- WHAT YOU SHOULD DO -
Please copy out the entries below exactly, beginning with the line that contains "cr = cairo.Context(surface)" and ending with the line that contains "cr.restore()", and include nothing outside that span.

- Records from a data source -
*** Begin section ***
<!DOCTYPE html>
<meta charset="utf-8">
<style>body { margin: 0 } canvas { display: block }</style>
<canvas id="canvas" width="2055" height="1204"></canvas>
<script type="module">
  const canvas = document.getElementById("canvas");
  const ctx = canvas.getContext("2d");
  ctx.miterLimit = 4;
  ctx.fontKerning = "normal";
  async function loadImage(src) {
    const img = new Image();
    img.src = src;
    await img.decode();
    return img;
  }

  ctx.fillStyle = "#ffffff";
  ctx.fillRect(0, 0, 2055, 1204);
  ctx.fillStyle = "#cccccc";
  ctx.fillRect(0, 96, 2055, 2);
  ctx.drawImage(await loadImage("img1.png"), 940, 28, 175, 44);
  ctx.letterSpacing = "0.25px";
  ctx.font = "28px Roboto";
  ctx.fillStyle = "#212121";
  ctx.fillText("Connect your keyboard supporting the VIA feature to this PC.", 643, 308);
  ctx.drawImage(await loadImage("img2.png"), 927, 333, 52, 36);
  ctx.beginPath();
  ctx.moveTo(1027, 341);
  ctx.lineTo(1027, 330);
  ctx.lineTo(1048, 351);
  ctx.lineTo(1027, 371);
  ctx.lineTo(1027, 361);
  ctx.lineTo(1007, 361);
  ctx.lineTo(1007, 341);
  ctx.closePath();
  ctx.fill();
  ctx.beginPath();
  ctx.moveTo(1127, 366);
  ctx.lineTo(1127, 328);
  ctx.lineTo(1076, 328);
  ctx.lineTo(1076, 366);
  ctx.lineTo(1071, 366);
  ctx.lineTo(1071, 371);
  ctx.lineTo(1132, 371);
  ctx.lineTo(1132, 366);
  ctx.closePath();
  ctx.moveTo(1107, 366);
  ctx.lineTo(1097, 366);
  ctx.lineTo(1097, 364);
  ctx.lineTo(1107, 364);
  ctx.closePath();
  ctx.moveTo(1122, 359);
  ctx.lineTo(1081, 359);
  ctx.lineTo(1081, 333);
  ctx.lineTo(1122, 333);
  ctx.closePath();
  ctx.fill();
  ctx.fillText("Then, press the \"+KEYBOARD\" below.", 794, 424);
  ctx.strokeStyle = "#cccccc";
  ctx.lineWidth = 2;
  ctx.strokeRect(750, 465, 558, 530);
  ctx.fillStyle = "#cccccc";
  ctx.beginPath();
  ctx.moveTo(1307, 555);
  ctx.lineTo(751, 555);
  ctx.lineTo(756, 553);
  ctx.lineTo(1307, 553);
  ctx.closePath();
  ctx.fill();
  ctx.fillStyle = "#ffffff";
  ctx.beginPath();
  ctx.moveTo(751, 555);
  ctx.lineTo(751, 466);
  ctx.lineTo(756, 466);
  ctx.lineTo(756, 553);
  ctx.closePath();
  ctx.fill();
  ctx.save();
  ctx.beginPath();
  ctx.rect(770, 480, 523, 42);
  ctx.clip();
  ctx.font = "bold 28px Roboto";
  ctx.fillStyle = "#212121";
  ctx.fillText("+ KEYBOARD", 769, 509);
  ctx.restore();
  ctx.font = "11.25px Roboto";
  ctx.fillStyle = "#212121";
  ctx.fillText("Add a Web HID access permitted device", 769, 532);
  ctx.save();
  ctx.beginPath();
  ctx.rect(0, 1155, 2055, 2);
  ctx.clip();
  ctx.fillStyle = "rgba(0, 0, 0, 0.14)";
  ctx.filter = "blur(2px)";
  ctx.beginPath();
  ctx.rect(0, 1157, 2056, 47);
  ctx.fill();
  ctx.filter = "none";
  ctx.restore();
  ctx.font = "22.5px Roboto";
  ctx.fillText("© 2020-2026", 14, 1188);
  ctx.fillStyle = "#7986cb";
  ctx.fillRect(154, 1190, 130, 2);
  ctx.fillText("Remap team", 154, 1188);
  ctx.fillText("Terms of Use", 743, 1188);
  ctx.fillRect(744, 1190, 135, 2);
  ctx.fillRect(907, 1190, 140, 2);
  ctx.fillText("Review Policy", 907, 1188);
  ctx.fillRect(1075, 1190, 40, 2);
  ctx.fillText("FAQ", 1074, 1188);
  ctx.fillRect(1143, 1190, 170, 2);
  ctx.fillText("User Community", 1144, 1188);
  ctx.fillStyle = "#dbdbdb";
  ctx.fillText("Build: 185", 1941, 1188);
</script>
*** End section ***
*** Begin section ***
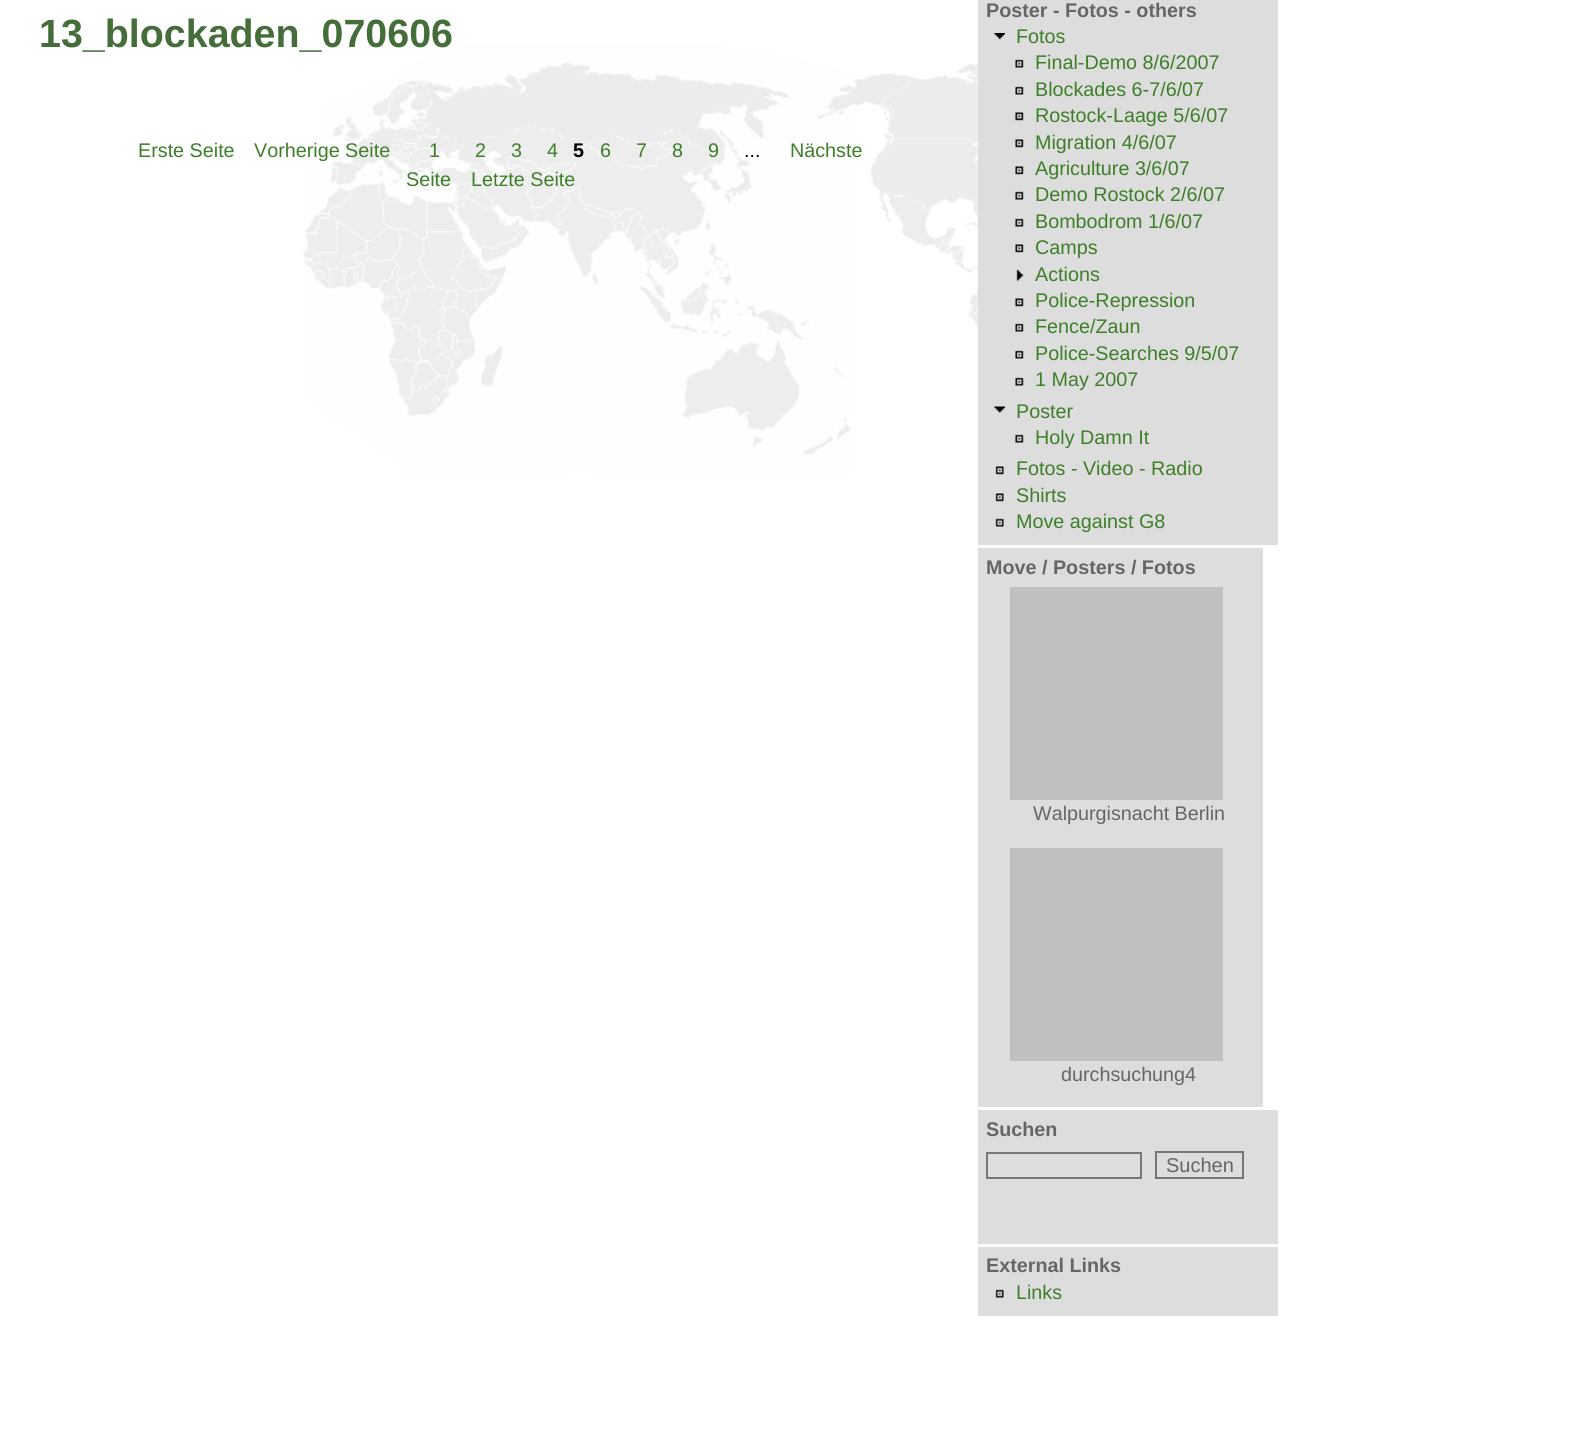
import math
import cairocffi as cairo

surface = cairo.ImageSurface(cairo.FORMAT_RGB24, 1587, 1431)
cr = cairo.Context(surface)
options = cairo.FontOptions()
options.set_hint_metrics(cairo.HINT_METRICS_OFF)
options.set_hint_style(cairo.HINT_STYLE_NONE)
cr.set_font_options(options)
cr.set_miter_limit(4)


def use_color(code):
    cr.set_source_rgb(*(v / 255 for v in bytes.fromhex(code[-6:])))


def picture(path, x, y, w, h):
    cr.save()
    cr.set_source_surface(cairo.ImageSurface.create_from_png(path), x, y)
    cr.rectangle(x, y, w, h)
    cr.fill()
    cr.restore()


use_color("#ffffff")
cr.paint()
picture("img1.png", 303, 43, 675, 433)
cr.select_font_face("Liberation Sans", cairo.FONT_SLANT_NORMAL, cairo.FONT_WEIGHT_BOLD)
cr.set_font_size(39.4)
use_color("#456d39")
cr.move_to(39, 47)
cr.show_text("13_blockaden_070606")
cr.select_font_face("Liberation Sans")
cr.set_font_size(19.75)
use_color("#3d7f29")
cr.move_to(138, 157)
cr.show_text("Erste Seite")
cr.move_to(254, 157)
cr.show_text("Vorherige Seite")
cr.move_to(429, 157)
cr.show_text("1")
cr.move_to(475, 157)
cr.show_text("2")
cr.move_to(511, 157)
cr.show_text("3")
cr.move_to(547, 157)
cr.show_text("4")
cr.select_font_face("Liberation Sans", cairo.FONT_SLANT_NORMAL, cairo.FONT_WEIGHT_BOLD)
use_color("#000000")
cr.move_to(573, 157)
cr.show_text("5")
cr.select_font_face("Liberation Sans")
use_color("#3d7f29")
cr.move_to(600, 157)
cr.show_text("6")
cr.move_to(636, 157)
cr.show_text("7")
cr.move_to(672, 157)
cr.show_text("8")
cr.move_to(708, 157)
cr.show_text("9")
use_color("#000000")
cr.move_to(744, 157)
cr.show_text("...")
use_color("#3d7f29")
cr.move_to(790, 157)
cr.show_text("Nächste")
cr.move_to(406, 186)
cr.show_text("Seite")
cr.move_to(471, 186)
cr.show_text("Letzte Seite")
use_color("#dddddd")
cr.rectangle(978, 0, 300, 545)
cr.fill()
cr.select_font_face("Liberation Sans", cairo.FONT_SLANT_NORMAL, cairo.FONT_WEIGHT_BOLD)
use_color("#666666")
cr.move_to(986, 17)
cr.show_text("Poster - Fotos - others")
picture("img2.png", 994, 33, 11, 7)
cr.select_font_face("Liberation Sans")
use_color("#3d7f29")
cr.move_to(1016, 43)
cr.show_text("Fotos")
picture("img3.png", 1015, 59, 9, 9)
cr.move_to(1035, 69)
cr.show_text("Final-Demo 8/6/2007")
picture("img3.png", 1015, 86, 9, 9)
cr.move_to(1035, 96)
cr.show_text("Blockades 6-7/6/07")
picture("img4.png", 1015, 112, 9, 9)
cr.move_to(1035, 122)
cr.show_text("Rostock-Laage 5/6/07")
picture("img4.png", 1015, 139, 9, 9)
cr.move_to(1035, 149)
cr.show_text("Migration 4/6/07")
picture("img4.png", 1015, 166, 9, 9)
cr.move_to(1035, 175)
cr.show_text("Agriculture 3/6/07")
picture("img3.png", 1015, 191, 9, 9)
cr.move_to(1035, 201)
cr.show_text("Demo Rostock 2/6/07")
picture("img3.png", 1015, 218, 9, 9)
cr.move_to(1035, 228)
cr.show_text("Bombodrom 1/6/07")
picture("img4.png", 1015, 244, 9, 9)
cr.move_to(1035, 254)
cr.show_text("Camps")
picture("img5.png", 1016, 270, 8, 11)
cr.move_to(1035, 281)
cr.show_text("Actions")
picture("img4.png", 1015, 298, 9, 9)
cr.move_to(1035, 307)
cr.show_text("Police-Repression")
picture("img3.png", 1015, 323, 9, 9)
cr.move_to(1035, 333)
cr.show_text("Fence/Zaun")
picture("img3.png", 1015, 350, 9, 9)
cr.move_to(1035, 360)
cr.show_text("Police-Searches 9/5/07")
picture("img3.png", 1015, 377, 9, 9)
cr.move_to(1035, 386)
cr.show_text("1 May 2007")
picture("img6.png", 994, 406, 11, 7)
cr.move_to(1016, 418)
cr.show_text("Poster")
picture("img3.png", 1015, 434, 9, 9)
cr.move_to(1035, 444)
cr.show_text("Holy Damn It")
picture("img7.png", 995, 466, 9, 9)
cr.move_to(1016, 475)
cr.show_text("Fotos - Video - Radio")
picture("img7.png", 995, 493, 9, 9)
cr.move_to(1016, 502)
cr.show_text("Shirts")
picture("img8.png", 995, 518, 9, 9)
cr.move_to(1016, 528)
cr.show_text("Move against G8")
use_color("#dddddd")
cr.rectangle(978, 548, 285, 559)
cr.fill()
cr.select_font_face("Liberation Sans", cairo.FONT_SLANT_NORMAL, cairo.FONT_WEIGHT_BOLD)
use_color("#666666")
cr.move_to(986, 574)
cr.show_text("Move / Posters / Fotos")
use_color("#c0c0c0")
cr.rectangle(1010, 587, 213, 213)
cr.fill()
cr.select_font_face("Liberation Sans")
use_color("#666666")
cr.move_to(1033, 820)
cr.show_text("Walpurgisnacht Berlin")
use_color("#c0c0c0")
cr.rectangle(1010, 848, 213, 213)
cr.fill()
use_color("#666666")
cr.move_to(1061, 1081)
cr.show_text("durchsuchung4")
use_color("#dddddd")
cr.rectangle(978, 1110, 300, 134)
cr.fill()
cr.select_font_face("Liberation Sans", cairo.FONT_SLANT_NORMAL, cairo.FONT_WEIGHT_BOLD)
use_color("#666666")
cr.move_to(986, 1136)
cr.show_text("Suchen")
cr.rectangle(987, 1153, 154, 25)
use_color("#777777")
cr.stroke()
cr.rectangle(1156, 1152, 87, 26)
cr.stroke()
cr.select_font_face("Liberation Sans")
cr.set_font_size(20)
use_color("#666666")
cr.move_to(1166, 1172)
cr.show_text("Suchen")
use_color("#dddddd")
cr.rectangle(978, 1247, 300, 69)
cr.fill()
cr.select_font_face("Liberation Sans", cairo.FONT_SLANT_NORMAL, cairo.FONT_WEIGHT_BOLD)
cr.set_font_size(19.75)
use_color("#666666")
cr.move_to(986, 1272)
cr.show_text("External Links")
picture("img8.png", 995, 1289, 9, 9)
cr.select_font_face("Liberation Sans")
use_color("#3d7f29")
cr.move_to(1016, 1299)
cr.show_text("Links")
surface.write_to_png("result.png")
*** End section ***
*** Begin section ***
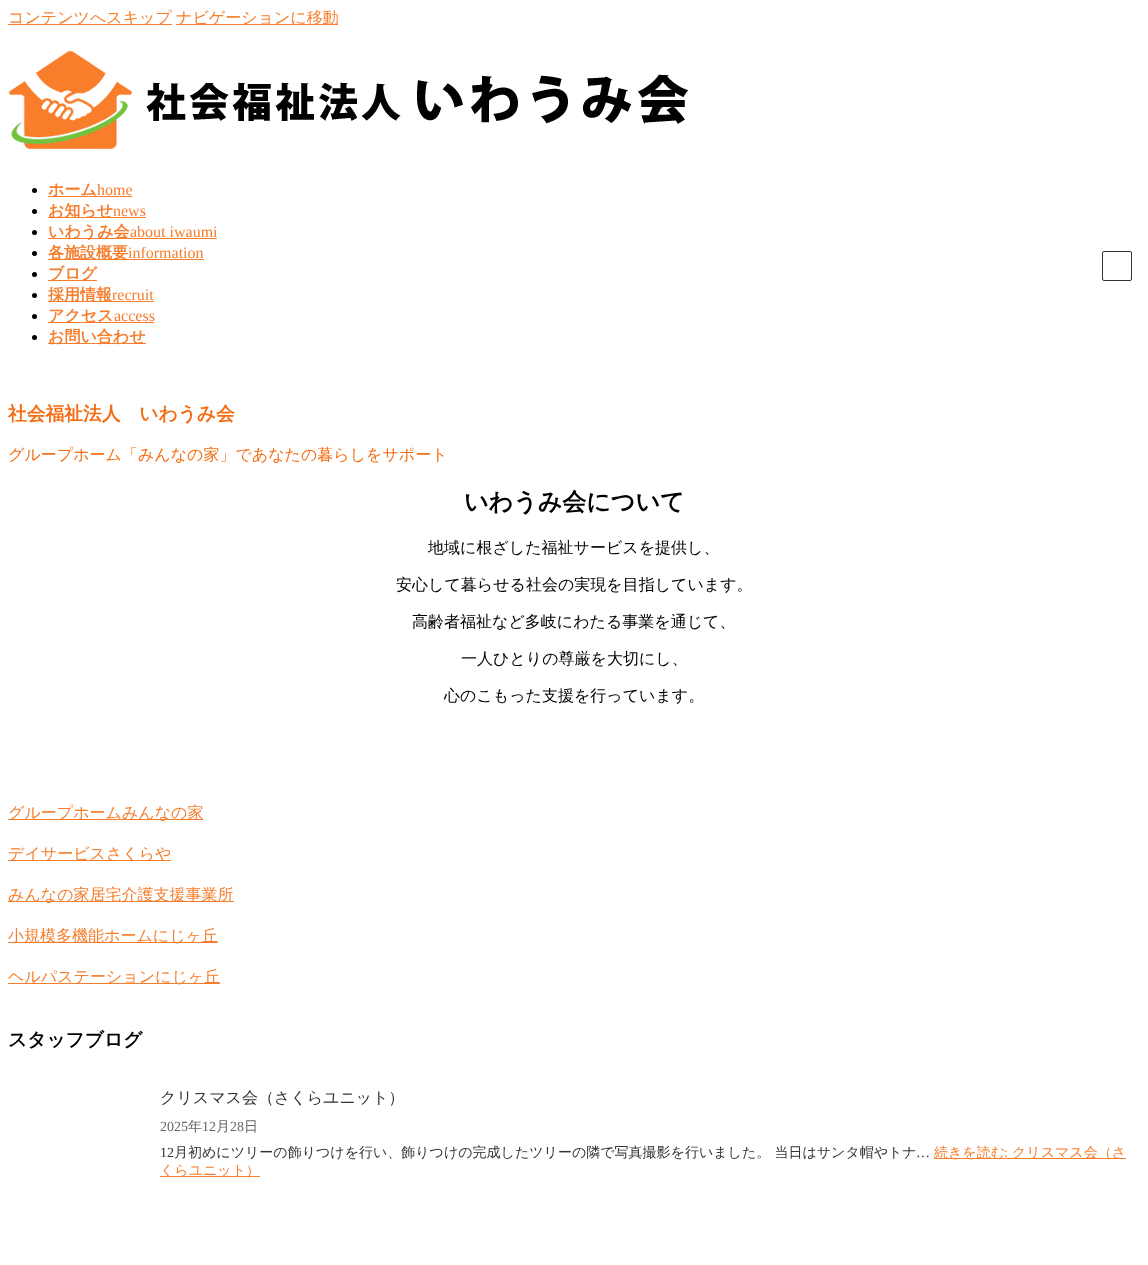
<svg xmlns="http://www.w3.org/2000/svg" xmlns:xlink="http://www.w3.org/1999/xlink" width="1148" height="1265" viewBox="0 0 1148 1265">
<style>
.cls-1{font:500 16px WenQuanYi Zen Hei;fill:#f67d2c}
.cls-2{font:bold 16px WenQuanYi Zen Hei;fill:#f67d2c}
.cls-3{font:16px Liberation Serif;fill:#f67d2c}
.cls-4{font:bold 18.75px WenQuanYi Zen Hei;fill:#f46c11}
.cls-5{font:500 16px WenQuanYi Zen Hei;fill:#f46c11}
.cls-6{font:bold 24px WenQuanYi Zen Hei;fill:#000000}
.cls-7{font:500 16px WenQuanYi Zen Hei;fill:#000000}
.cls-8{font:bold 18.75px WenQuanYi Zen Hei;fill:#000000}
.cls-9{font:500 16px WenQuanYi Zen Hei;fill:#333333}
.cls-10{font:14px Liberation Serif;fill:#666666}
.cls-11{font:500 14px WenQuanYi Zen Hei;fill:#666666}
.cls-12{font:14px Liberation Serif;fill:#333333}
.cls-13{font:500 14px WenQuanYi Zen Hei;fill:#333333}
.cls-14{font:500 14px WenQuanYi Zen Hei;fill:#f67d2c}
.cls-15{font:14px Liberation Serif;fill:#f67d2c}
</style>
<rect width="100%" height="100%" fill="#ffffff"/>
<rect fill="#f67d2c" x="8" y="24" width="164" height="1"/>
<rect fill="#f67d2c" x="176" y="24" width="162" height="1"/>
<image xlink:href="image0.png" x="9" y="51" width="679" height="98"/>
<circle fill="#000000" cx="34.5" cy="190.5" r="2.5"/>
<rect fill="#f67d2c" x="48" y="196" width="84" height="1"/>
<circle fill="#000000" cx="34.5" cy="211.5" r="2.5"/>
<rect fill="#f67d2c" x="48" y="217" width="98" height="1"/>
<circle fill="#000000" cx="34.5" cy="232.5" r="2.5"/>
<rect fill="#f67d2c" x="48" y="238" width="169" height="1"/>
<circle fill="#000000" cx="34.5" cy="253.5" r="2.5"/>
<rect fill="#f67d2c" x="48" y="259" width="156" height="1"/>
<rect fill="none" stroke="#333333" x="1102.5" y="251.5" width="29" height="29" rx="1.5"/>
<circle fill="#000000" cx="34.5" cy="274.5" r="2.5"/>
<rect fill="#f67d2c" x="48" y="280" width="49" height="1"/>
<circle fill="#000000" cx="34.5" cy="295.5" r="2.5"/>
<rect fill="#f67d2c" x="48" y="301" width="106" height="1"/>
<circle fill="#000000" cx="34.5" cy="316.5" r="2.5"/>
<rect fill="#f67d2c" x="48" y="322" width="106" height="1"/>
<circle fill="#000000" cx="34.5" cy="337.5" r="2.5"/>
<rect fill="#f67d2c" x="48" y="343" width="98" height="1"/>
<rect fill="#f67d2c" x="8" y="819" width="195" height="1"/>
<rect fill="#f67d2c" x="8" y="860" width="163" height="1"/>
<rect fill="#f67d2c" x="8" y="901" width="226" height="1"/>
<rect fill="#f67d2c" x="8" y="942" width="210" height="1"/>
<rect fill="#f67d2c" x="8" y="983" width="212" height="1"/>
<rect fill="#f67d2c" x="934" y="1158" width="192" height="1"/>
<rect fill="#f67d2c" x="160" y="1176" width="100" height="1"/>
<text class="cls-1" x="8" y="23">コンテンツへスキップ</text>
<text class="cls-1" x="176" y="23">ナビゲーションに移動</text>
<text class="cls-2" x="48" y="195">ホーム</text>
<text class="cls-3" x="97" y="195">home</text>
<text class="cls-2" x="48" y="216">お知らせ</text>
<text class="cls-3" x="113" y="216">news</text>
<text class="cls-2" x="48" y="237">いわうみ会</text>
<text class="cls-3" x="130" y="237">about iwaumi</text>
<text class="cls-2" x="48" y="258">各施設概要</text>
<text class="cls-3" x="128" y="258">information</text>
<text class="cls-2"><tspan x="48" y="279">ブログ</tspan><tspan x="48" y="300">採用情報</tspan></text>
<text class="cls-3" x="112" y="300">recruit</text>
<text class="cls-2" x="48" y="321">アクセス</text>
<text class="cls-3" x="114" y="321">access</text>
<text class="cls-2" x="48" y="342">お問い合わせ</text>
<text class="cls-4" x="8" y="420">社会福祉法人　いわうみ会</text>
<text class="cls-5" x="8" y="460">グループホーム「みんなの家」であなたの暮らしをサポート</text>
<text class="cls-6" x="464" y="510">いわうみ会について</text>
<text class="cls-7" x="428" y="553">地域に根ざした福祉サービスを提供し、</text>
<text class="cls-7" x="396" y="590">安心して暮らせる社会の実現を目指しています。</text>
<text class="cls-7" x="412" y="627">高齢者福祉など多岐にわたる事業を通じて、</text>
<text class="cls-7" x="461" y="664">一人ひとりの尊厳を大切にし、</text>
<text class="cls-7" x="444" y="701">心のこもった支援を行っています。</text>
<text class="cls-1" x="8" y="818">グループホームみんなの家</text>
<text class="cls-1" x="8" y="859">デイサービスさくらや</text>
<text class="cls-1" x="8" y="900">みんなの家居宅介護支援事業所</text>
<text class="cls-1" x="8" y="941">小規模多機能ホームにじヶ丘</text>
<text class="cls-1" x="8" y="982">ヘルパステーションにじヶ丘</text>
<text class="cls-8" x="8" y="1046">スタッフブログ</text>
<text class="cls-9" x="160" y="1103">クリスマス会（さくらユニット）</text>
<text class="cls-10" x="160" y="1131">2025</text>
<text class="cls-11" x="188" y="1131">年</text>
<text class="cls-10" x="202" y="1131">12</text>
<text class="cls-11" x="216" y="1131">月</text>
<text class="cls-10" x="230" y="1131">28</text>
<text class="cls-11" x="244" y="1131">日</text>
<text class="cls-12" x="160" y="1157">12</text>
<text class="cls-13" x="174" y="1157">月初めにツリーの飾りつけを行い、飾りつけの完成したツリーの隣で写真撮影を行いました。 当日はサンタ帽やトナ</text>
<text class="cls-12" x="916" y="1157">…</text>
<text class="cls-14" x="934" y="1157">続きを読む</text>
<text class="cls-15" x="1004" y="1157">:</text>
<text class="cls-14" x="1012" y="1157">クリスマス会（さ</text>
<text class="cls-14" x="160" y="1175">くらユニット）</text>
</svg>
*** End section ***
- THE ANSWER -
cr = cairo.Context(surface)
options = cairo.FontOptions()
options.set_hint_metrics(cairo.HINT_METRICS_OFF)
options.set_hint_style(cairo.HINT_STYLE_NONE)
cr.set_font_options(options)
cr.set_miter_limit(4)


def use_color(code):
    cr.set_source_rgb(*(v / 255 for v in bytes.fromhex(code[-6:])))


def picture(path, x, y, w, h):
    cr.save()
    cr.set_source_surface(cairo.ImageSurface.create_from_png(path), x, y)
    cr.rectangle(x, y, w, h)
    cr.fill()
    cr.restore()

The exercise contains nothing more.